Patchwork [3,of,6] revset: do not try to sort revisions unnecessarily by addset._iterator()

login
register
mail settings
Submitter Pierre-Yves David
Date May 14, 2015, 5:38 a.m.
Message ID <555434D8.2010402@ens-lyon.org>
Download mbox | patch
Permalink /patch/9067/
State Not Applicable
Headers show

Comments

Pierre-Yves David - May 14, 2015, 5:38 a.m.
On 05/13/2015 07:39 AM, Yuya Nishihara wrote:
> On Tue, 12 May 2015 17:52:30 -0700, Pierre-Yves David wrote:
>> On 05/12/2015 03:59 PM, Yuya Nishihara wrote:
>>> # HG changeset patch
>>> # User Yuya Nishihara <yuya@tcha.org>
>>> # Date 1427716479 -32400
>>> #      Mon Mar 30 20:54:39 2015 +0900
>>> # Node ID cc7253d43150ef937aca205f2cb66a569378aeea
>>> # Parent  e487cb80cc333a4d92376daa29c08fa703c5b249
>>> revset: do not try to sort revisions unnecessarily by addset._iterator()
>>>
>>> This fixes addset to remove duplicated revisions from right-hand-side set
>>> even if one of the subset does not support fastasc/fastdesc.
>>>
>>> addset._iterator() did not do the right thing if _ascending is set, because
>>> addset._iterordered() expects that the given sets are sorted.

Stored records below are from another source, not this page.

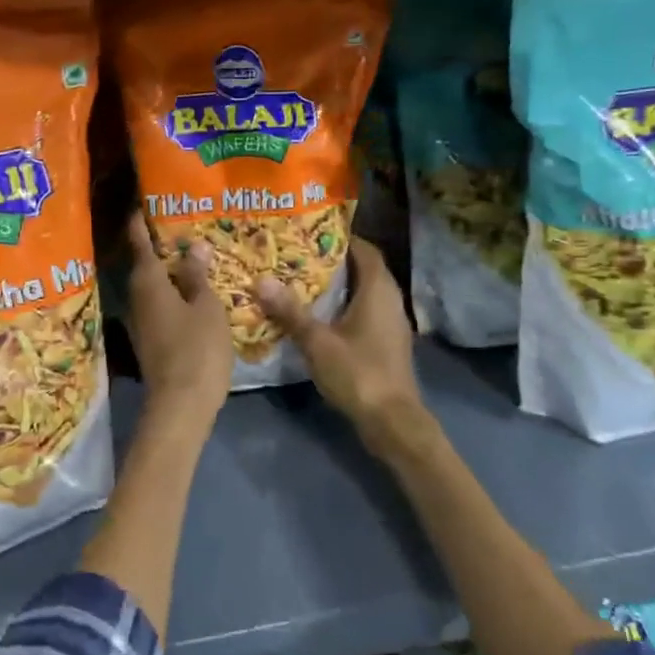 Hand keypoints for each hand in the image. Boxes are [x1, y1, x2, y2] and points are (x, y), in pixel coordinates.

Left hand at [124, 212, 232, 424]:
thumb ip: (198, 276)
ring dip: (167, 271)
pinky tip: (191, 292)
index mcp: (148, 282)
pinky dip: (172, 293)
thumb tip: (193, 247)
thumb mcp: (206, 307)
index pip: (139, 242)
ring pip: (152, 287)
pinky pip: (159, 305)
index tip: (142, 202)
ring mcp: (141, 321)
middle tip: (181, 224)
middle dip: (158, 245)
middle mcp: (137, 298)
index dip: (140, 221)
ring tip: (191, 255)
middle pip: (144, 264)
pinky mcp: (150, 340)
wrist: (180, 405)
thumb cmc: (197, 348)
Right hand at [256, 238, 423, 437]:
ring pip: (365, 292)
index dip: (340, 239)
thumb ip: (290, 311)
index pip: (364, 250)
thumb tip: (261, 281)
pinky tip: (319, 315)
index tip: (310, 234)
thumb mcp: (317, 341)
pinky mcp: (387, 342)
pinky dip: (344, 307)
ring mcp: (391, 323)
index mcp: (378, 290)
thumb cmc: (358, 373)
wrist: (392, 420)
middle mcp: (390, 300)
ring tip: (302, 282)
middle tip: (298, 256)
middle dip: (334, 261)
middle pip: (364, 269)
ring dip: (339, 286)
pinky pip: (365, 312) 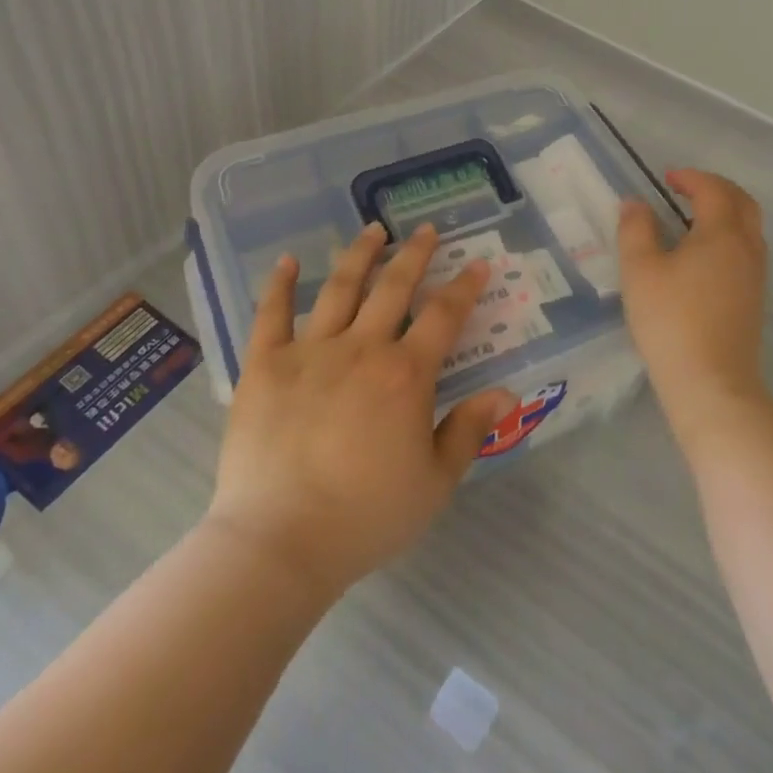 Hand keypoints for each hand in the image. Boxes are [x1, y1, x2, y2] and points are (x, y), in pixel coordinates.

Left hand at [206, 222, 518, 597]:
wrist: (280, 544)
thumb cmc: (365, 517)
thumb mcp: (434, 483)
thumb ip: (469, 431)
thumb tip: (507, 392)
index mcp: (405, 374)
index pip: (443, 315)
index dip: (464, 287)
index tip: (477, 264)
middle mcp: (362, 348)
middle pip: (394, 286)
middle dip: (415, 254)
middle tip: (425, 230)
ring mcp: (310, 351)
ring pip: (340, 287)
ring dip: (360, 254)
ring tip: (373, 229)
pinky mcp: (265, 364)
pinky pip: (272, 314)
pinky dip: (281, 284)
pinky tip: (289, 260)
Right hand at [617, 169, 771, 451]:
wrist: (712, 385)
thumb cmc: (671, 321)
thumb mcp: (640, 270)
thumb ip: (635, 229)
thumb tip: (635, 203)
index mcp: (722, 233)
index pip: (713, 189)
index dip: (690, 177)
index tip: (666, 178)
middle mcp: (747, 247)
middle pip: (743, 201)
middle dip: (716, 187)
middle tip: (685, 188)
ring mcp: (756, 275)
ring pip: (749, 226)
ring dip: (726, 210)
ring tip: (692, 216)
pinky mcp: (754, 298)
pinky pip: (748, 249)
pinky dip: (729, 234)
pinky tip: (702, 253)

This patch
>>> removes the broken implementation. There's no need for addset._iterator()
>>> to sort revisions because the result will be sorted by _trysetasclist()
>>> as necessary.
>>
>> I agree the current behavior is buggy. But I'm dubious about your the
>> way to solve it.
>>
>> The special casing of 'self._ascending' is a good correctness and
>> optimisation purpose.
>>
>> I see two potential issues here:
>>
>> 1) we use iterator from self._r1 and self._r2 without ensuring they are
>> sorted in the order we need them to be sorted (or using appropriate
>> directed iterator).
>>
>> 2) _iterordered is apparently not doing deduplication.
>>
>> Fixing these two should solve the bug without performance and
>> correctness impact?
>>
>> As far as I understand your patch,  sorting the addset would result into
>> a sorted output most case.
>
> _iterordered() can remove duplicates if both r1 and r2 are sorted. So we have
> to fix (1).

This small patch seems to fix the duplication issue and fix the problem.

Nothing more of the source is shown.